== Listed records ==

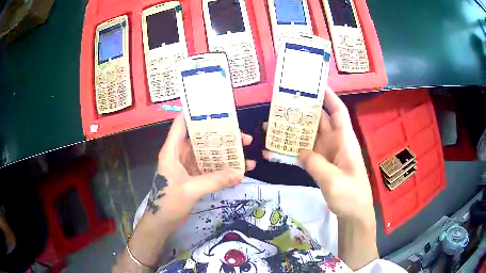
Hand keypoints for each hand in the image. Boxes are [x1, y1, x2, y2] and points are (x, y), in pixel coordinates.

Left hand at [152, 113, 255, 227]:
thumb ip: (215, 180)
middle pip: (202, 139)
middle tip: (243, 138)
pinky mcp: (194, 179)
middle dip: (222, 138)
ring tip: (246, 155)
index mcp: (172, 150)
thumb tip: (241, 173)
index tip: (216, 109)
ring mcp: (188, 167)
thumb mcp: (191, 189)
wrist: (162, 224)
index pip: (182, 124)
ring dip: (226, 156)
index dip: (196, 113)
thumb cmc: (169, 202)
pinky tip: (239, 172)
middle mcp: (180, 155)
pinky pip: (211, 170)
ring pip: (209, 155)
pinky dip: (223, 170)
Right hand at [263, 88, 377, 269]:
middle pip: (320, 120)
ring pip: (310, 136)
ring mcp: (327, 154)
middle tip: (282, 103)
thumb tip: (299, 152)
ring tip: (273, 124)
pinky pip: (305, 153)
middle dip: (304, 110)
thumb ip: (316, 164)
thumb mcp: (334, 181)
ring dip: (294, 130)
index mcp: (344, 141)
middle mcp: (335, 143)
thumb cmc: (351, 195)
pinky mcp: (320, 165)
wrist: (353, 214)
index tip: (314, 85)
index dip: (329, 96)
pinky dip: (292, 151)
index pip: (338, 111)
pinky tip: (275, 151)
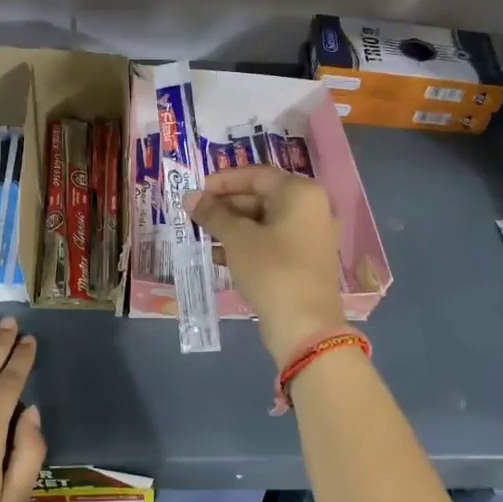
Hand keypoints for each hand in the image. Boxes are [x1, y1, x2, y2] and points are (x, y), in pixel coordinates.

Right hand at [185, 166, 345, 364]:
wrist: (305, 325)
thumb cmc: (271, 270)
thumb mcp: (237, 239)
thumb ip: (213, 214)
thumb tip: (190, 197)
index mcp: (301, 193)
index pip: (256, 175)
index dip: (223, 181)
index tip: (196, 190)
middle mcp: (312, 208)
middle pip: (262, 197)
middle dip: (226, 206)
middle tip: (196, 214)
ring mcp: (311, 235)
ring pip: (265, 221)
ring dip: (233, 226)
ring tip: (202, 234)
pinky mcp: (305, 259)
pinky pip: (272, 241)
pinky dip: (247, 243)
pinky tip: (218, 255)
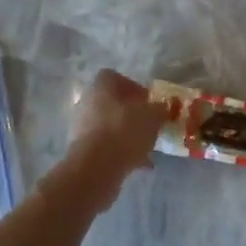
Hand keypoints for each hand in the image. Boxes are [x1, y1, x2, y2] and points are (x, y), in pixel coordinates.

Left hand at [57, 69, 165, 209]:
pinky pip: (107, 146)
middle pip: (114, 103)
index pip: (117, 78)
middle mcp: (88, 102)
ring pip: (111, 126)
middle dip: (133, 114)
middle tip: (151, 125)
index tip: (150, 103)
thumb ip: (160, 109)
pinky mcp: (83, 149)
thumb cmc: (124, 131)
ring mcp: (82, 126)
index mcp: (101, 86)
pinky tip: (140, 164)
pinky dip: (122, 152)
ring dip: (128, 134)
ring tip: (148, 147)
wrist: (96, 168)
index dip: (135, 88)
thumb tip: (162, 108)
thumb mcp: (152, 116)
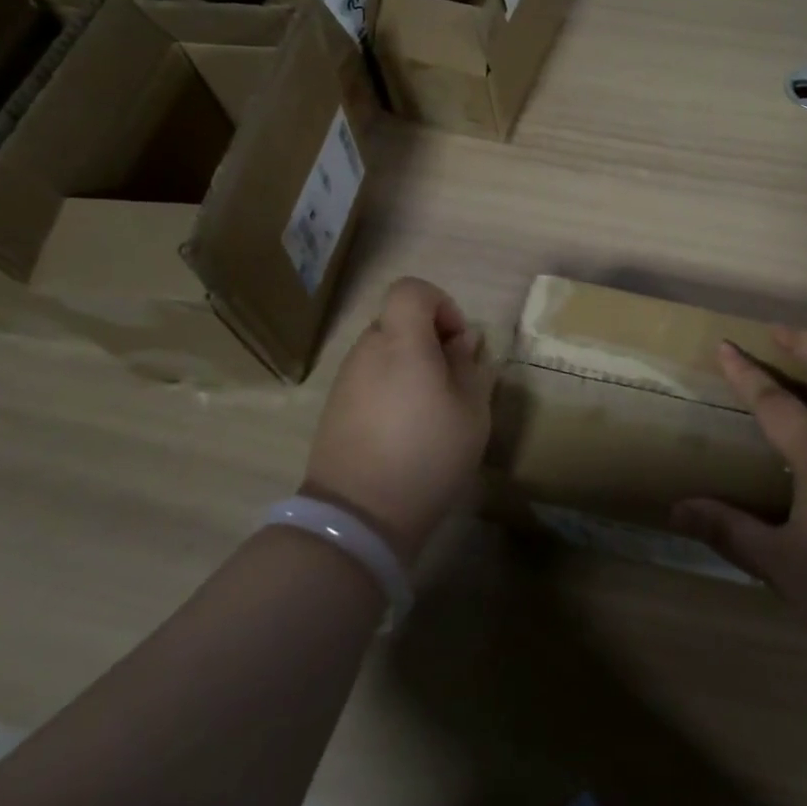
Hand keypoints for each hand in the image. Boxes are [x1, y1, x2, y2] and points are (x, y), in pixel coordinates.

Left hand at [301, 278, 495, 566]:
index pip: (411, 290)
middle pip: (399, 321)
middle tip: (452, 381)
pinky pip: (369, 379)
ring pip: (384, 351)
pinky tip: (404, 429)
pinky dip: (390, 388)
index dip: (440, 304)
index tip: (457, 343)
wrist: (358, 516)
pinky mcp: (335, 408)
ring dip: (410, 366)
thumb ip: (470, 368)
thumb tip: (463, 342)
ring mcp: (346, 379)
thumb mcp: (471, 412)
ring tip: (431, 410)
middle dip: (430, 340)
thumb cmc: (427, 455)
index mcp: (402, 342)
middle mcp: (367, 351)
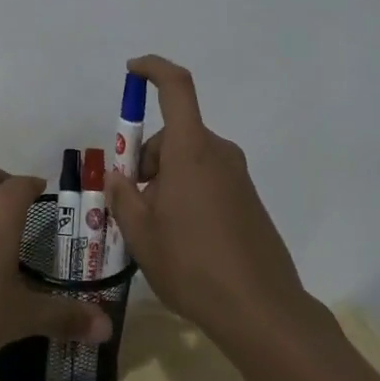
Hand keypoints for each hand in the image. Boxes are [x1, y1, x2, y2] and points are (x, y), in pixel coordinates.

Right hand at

===
== Listed records ==

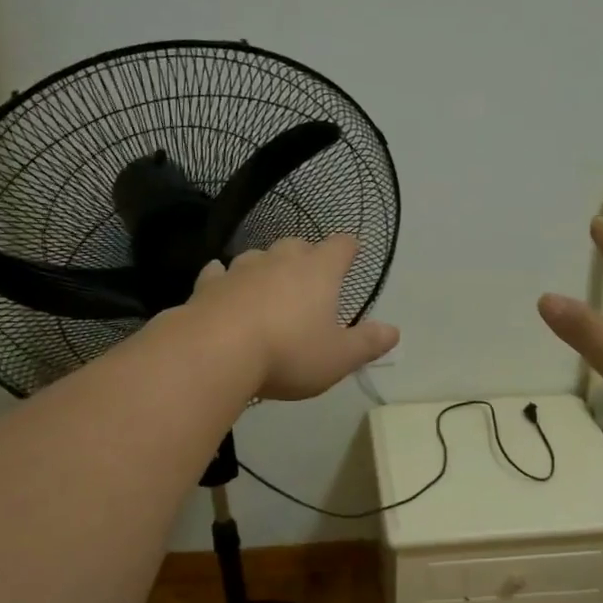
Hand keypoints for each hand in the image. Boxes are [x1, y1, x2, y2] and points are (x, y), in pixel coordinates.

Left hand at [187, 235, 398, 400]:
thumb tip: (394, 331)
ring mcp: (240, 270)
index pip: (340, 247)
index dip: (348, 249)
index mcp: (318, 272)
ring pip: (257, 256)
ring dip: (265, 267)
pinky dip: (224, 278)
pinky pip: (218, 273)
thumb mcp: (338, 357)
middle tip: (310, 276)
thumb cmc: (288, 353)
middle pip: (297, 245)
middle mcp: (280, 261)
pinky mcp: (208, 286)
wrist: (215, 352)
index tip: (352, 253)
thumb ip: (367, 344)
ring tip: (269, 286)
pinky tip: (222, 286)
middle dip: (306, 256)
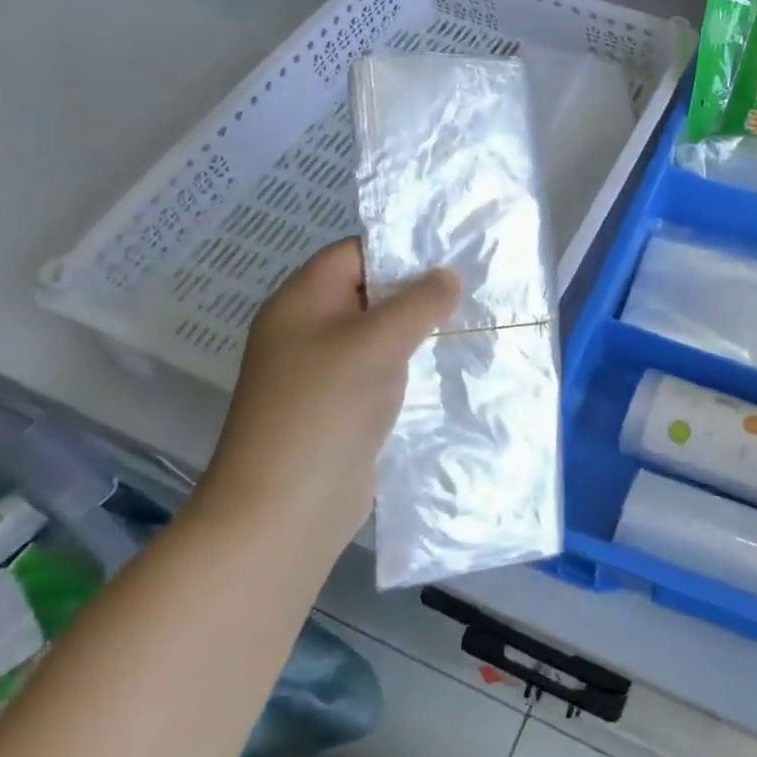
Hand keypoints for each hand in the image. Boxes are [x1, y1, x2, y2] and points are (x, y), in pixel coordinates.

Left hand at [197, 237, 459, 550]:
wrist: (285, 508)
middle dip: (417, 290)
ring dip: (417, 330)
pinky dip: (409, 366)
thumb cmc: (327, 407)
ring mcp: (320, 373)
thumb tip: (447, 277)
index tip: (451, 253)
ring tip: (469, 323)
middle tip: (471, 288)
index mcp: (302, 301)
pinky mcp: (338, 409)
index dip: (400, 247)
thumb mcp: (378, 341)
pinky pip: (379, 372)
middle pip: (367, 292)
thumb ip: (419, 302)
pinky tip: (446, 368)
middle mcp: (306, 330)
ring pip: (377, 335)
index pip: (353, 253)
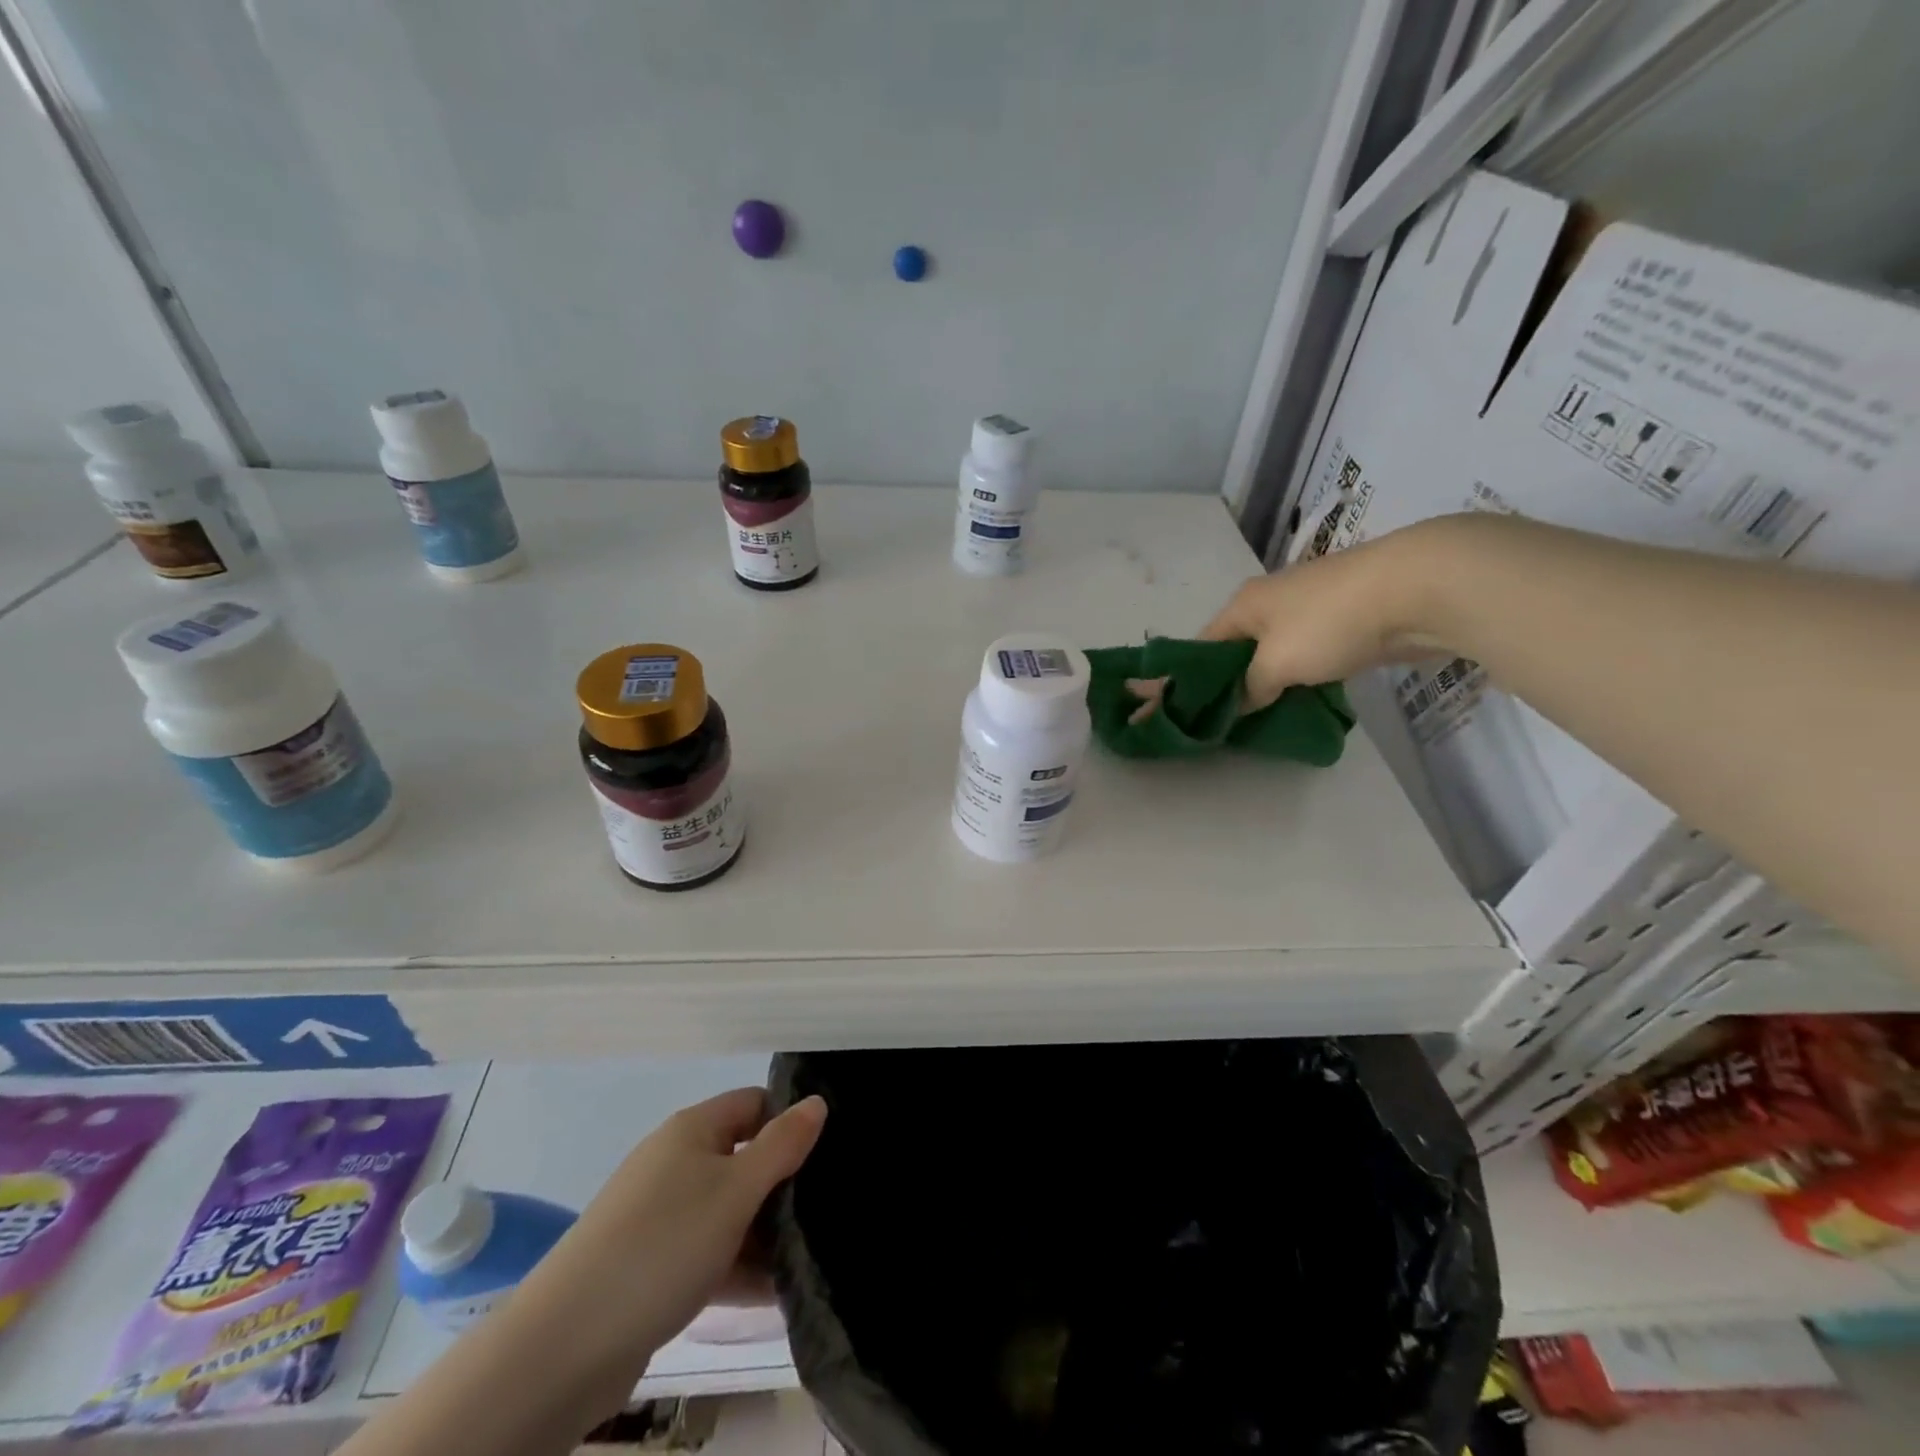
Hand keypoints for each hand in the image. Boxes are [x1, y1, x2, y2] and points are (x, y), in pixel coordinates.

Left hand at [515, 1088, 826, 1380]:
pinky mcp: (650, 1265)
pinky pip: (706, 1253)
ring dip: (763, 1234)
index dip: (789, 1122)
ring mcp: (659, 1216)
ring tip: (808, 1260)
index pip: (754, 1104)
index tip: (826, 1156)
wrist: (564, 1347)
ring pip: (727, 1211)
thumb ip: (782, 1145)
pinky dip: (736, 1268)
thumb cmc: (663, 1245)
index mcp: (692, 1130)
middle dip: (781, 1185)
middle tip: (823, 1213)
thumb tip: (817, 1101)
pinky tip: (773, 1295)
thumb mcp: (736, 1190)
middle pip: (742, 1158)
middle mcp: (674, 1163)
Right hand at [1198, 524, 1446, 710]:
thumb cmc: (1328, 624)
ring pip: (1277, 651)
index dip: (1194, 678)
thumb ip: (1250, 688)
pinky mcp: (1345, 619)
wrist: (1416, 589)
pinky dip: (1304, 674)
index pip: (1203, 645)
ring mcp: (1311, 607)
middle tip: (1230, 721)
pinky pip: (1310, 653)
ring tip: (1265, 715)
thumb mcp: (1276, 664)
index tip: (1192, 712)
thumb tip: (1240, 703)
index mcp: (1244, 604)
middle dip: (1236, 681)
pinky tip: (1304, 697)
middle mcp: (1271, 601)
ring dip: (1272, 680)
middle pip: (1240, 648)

===
== Listed records ==

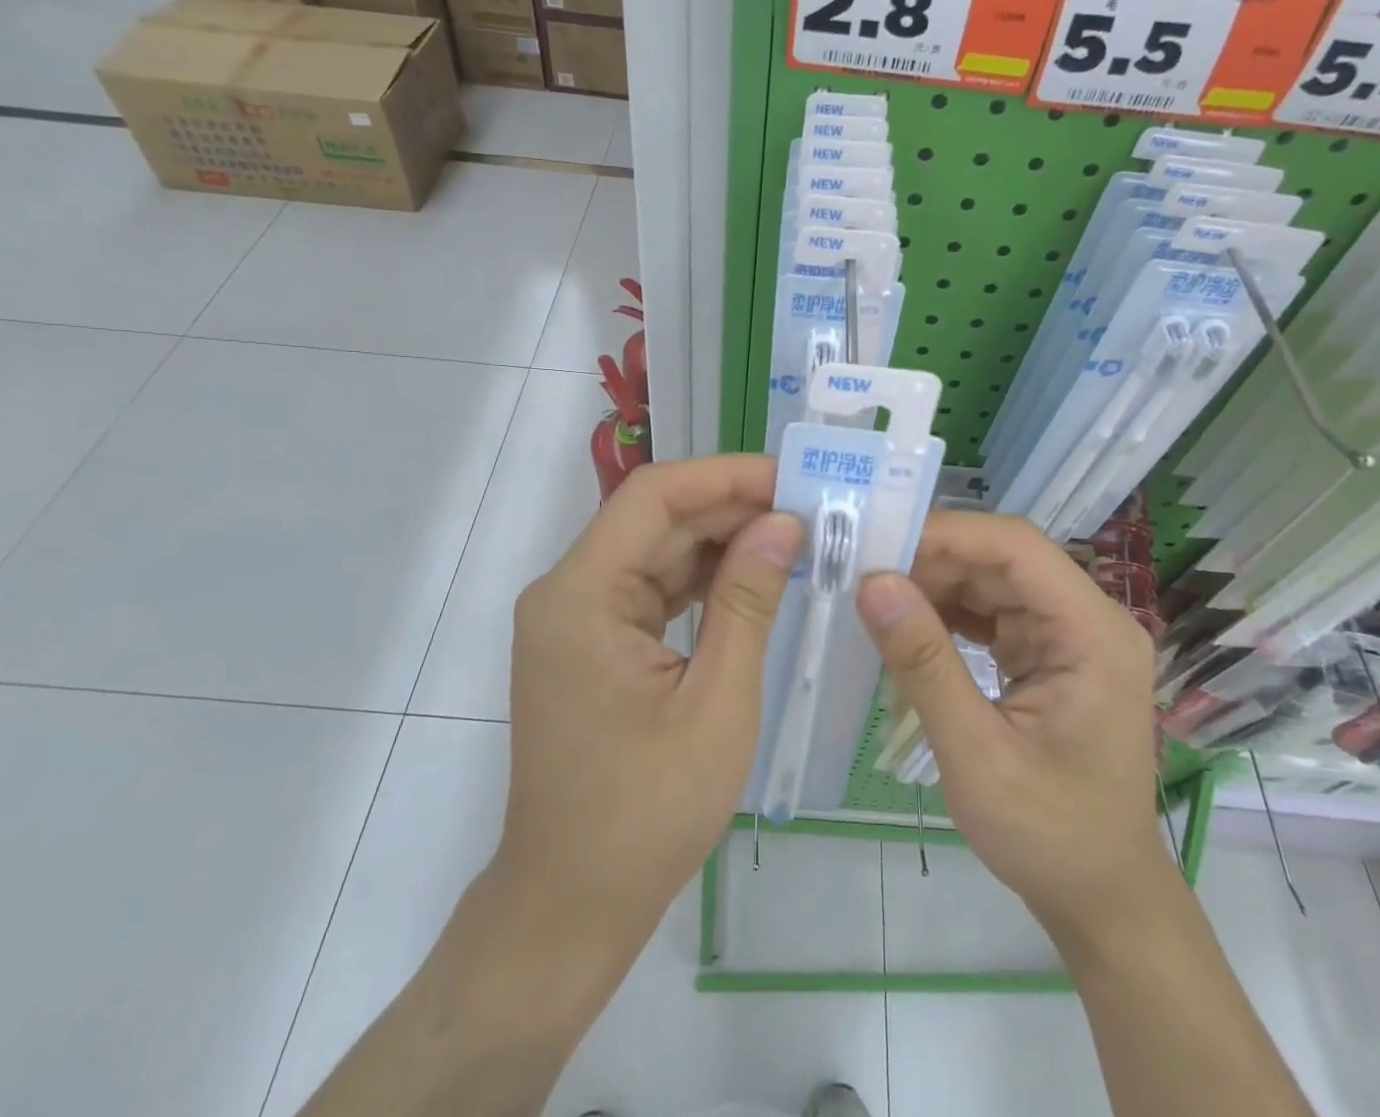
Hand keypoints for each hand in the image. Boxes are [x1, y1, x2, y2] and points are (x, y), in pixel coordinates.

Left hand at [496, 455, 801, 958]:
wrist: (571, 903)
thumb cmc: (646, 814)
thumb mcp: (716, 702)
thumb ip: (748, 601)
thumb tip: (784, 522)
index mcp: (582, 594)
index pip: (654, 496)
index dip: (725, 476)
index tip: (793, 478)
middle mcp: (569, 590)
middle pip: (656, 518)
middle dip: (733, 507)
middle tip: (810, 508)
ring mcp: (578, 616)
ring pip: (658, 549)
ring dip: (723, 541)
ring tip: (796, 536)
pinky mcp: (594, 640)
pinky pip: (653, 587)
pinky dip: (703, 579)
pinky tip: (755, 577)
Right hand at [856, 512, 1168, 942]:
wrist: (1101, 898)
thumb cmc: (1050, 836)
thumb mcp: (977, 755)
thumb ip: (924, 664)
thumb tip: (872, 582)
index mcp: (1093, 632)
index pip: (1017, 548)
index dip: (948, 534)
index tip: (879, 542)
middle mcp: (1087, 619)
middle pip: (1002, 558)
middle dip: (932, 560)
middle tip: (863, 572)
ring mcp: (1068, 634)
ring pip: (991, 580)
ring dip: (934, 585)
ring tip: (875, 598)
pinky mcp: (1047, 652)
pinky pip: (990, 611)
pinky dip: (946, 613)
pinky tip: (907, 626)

===

Where the line holding "middle mcp: (1087, 619)" appears in the listing above, start reproducing exactly, and end with the line holding "pinky tip: (907, 626)".

middle mcp: (1087, 619)
middle pip: (1002, 558)
middle dip: (932, 560)
middle tip: (863, 572)
ring mcp: (1068, 634)
ring pip: (991, 580)
ring dip: (934, 585)
ring tip: (875, 598)
pinky mcp: (1047, 652)
pinky pip: (990, 611)
pinky dip: (946, 613)
pinky tip: (907, 626)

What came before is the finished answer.